Good corporate strategy defines the growth objectives of the company and hypothesizes on the mix of organic vs. inorganic growth required to meet those objectives. For organic growth, the strategy should articulate how new and existing products address market needs, how much market share they can reasonably expect, and what amount of year-over-year growth is expected. Inevitably, there will be a gap between expectations for these products and total expected growth based on company goals – this is the innovation mandate: close the gap.

  1. Align innovation strategy to the overall corporate strategy

Just as a company cannot be expected to win without clear corporate strategy, an innovation leader will fail to execute without an innovation strategy in place. Innovation Strategy is a subset of corporate strategy: it defines how a company must innovate to continue to compete in existing markets, while accessing net-new products and markets.  A useful innovation strategy starts with the question: “How much innovation do we need, and how soon do we need it?” Innovation leaders can confidently execute in alignment with their CEO and continue to prove value to the business by ensuring their innovation metrics flow from a clear alignment with corporate strategy. (For more on innovation metrics, check out this panel discussion from Alloy, High Alpha Innovation’s annual venture building summit).
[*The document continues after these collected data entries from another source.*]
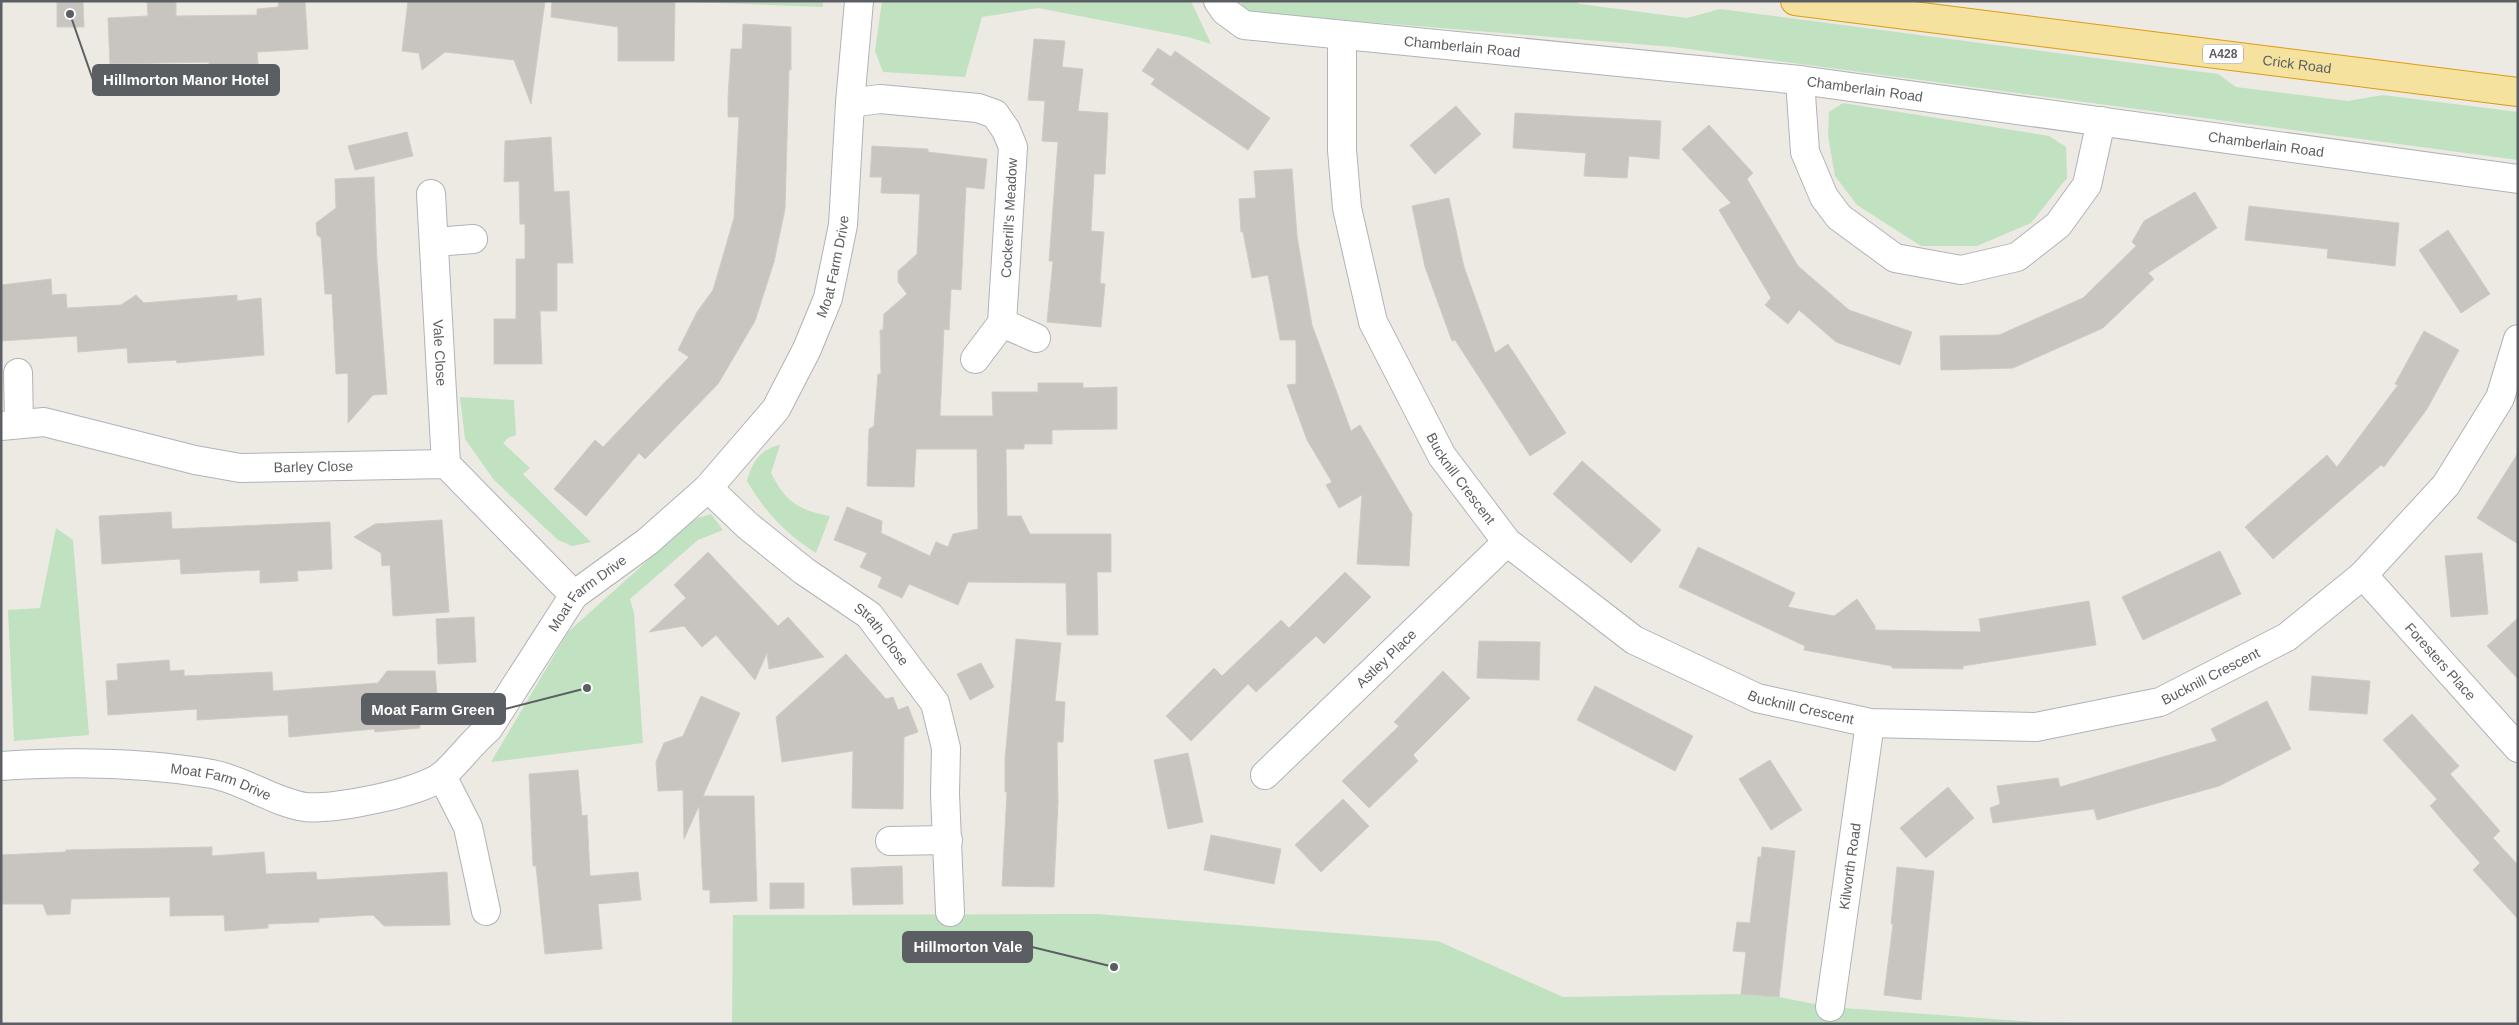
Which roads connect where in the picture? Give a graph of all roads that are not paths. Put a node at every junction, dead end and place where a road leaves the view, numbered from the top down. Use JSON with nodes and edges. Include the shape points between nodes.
{"nodes":[{"id":1,"x":859,"y":1,"type":"edge"},
{"id":2,"x":1218,"y":1,"type":"edge"},
{"id":3,"x":1795,"y":1,"type":"edge"},
{"id":4,"x":1930,"y":10,"type":"edge"},
{"id":5,"x":1342,"y":35,"type":"junction"},
{"id":6,"x":1800,"y":80,"type":"junction"},
{"id":7,"x":2518,"y":92,"type":"edge"},
{"id":8,"x":850,"y":103,"type":"junction"},
{"id":9,"x":2101,"y":121,"type":"junction"},
{"id":10,"x":2518,"y":178,"type":"edge"},
{"id":11,"x":431,"y":194,"type":"dead end"},
{"id":12,"x":474,"y":239,"type":"dead end"},
{"id":13,"x":436,"y":242,"type":"junction"},
{"id":14,"x":1002,"y":323,"type":"junction"},
{"id":15,"x":1036,"y":338,"type":"dead end"},
{"id":16,"x":2518,"y":339,"type":"edge"},
{"id":17,"x":975,"y":359,"type":"dead end"},
{"id":18,"x":18,"y":372,"type":"dead end"},
{"id":19,"x":10,"y":425,"type":"edge"},
{"id":20,"x":446,"y":464,"type":"junction"},
{"id":21,"x":708,"y":488,"type":"junction"},
{"id":22,"x":1508,"y":542,"type":"junction"},
{"id":23,"x":2362,"y":575,"type":"junction"},
{"id":24,"x":574,"y":595,"type":"junction"},
{"id":25,"x":1870,"y":723,"type":"junction"},
{"id":26,"x":2518,"y":748,"type":"edge"},
{"id":27,"x":1,"y":766,"type":"edge"},
{"id":28,"x":1265,"y":775,"type":"dead end"},
{"id":29,"x":442,"y":776,"type":"junction"},
{"id":30,"x":948,"y":840,"type":"junction"},
{"id":31,"x":890,"y":841,"type":"dead end"},
{"id":32,"x":486,"y":911,"type":"dead end"},
{"id":33,"x":950,"y":912,"type":"dead end"},
{"id":34,"x":1830,"y":1007,"type":"dead end"}],
"edges":[{"from":1,"to":8,"type":"street","name":"Moat Farm Drive"},
{"from":2,"to":5,"type":"street","name":"Chamberlain Road","via":[[1225,11],[1244,25]]},
{"from":3,"to":4,"type":"highway","number":"A428"},
{"from":4,"to":7,"type":"highway","name":"Crick Road","number":"A428","via":[[2020,28]]},
{"from":5,"to":6,"type":"street","name":"Chamberlain Road"},
{"from":5,"to":22,"type":"street","name":"Bucknill Crescent","via":[[1342,150],[1347,208],[1373,322],[1442,456]]},
{"from":6,"to":9,"type":"street","name":"Chamberlain Road"},
{"from":6,"to":9,"type":"street","via":[[1805,152],[1824,197],[1840,217],[1895,258],[1961,270],[2017,257],[2058,225],[2087,185]]},
{"from":8,"to":14,"type":"street","name":"Cockerill's Meadow","via":[[880,99],[978,108],[995,114],[1013,147]]},
{"from":8,"to":21,"type":"street","name":"Moat Farm Drive","via":[[843,225],[828,298],[807,349],[776,409]]},
{"from":9,"to":10,"type":"street","name":"Chamberlain Road"},
{"from":11,"to":13,"type":"street","name":"Vale Close"},
{"from":12,"to":13,"type":"street"},
{"from":13,"to":20,"type":"street","name":"Vale Close"},
{"from":14,"to":15,"type":"street"},
{"from":14,"to":17,"type":"street"},
{"from":16,"to":23,"type":"street","name":"Bucknill Crescent","via":[[2500,398],[2446,485]]},
{"from":18,"to":19,"type":"street"},
{"from":19,"to":20,"type":"street","name":"Barley Close","via":[[44,422],[194,460],[240,468]]},
{"from":20,"to":24,"type":"street"},
{"from":21,"to":24,"type":"street","name":"Moat Farm Drive","via":[[647,542]]},
{"from":21,"to":30,"type":"street","name":"Strath Close","via":[[748,526],[804,571],[869,615],[935,703],[946,748]]},
{"from":22,"to":25,"type":"street","name":"Bucknill Crescent","via":[[1634,640],[1757,698]]},
{"from":22,"to":28,"type":"street","name":"Astley Place"},
{"from":23,"to":25,"type":"street","name":"Bucknill Crescent","via":[[2286,637],[2160,702],[2036,727]]},
{"from":23,"to":26,"type":"street","name":"Foresters Place"},
{"from":24,"to":29,"type":"street","name":"Moat Farm Drive","via":[[488,729]]},
{"from":25,"to":34,"type":"street","name":"Kilworth Road"},
{"from":27,"to":29,"type":"street","name":"Moat Farm Drive","via":[[41,763],[153,766],[215,775],[304,807],[338,806],[396,795]]},
{"from":29,"to":32,"type":"street","via":[[468,827]]},
{"from":30,"to":31,"type":"street"},
{"from":30,"to":33,"type":"street","name":"Strath Close"}]}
The challenge for innovation leaders is that each part of their strategy requires different objectives, metrics, and tools. As described in “Dual Transformation,” in order to avoid disruption, companies must continue to invest in “Transformation A” initiatives that protect and expand the core business in existing markets, while using a portion of those profits to fund “Transformation B” initiatives that experiment in new and adjacent markets to disrupt the core business.

Transformation A initiatives often focus on existing product support, near-term new product development, and next-generation products/services. They are best funded from the P&L and thus defined by near-term metrics, such as ROI and contributions to year-over-year business growth. Transformation B initiatives, by contrast, focus on new and adjacent markets and/or enabling technologies – accessing them organically through net-new products and services or inorganically via M&A, investments, or partnerships. They are best funded from the balance sheet defined by long-term metrics (e.g. unrealized gains from innovation equity investments in startups, revenue generated / growth rate by net-new products, time to break-even) and supported by leading indicators (e.g. user adoption, speed to $100k ARR, etc.). 
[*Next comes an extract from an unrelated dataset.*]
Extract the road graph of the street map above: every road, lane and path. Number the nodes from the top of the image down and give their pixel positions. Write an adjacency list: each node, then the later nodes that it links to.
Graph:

  1. Take a portfolio-driven approach to innovation

The scope of an Innovation leader’s mandate is quite broad as there is no silver bullet to address the growth gap.  Innovation leaders must therefore adopt a portfolio-driven approach to innovation, transforming their identity from being an “‘innovator” to being a “portfolio manager.”

Let’s consider how a Portfolio Manager might address the growth gap and set their investment strategy by using guiding principles: 

  • Select the right asset class: Good portfolio managers develop investment strategies by selecting asset classes based on desired risk-adjusted returns – considering metrics like magnitude of capital invested, investment timeframe, criticality to corporate strategy, likelihood of return, expected ROI to the business – as in this  framework below. Just as a personal portfolio manager would not put 100% of assets in stocks, but instead determines the asset mix based on desired returns profile, so too should an innovation portfolio manager consider asset class selection when allocating capital.
  • Optionality: Good portfolio managers place multiple bets on the most critical initiatives. Much like a hedge fund manager would take a long/short strategy, so too should innovation portfolio managers consider using partnerships and investments to hedge against internal R&D. When taking this approach, it’s essential to not over-constrain investments, lest one lose the benefits of the diversified approach. For example, taking a majority stake in an external innovation initiative guarantees that the corporation must remain solely responsible for funding that initiative through the duration of its existence, since other sources of capital are likely to view a majority position as controlling. Instead, when investing externally, consider acquiring minority stakes in early-stage startups with pro rata rights that enable future investment or divestiture based on strategic relevance over time. 
  • Learning: Good portfolio managers extract the learnings from one area of the portfolio to alter their investment theses in other areas. Just as a personal portfolio manager would invest in stocks when they noted that bonds were going down, an innovation portfolio manager might glean a surprising customer insight by working with a startup in one market, which is also applicable to a similar customer persona in a different market for whom an internal R&D initiative is underway.
  • Magnitude > Frequency of correctness: Finally, it's important to remember that long-term venture capital investments follow power-law distributions. Thus, one “good” investment often more than pays for all the other “failures”. When working with power-law asset classes, variance is the objective. You achieve variance by placing as many bets as possible. Innovation leaders should follow the pattern of venture capitalists who strive to build a portfolio of many small bets to increase the likelihood of achieving an outsized return. 
  1. Identify opportunities for external innovation

A portfolio approach typically segments initiatives into R&D (near-term, existing markets), M&A (mid-term, adjacent markets), and startups (long-term, adjacent/tertiary markets). Within the startup segment (traditionally the smallest capital allocation) there are 3 strategies: 

  • Partner: utilize a channel partnership or co-branding opportunity to increase the corporation’s core business’ reach into new markets via an existing startup
  • Invest: take an equity position in an existing startup with the intention of partnering and creating optionality for a strategic or financial outcome
  • Build: address a new market opportunity by taking an equity position in a startup that does not yet exist

High Alpha Innovation is a category-leading partner to innovation portfolio managers focused on generating yield in the most traditionally difficult area of the portfolio: building external startups. Our most successful partners are innovation portfolio managers who have a well-defined innovation mandate from corporate strategy, clarity on how they plan to close the “gap,” a hypothesis of the adjacent market on which to focus their initial innovation thesis, and a business-unit leader serving as the project champion. 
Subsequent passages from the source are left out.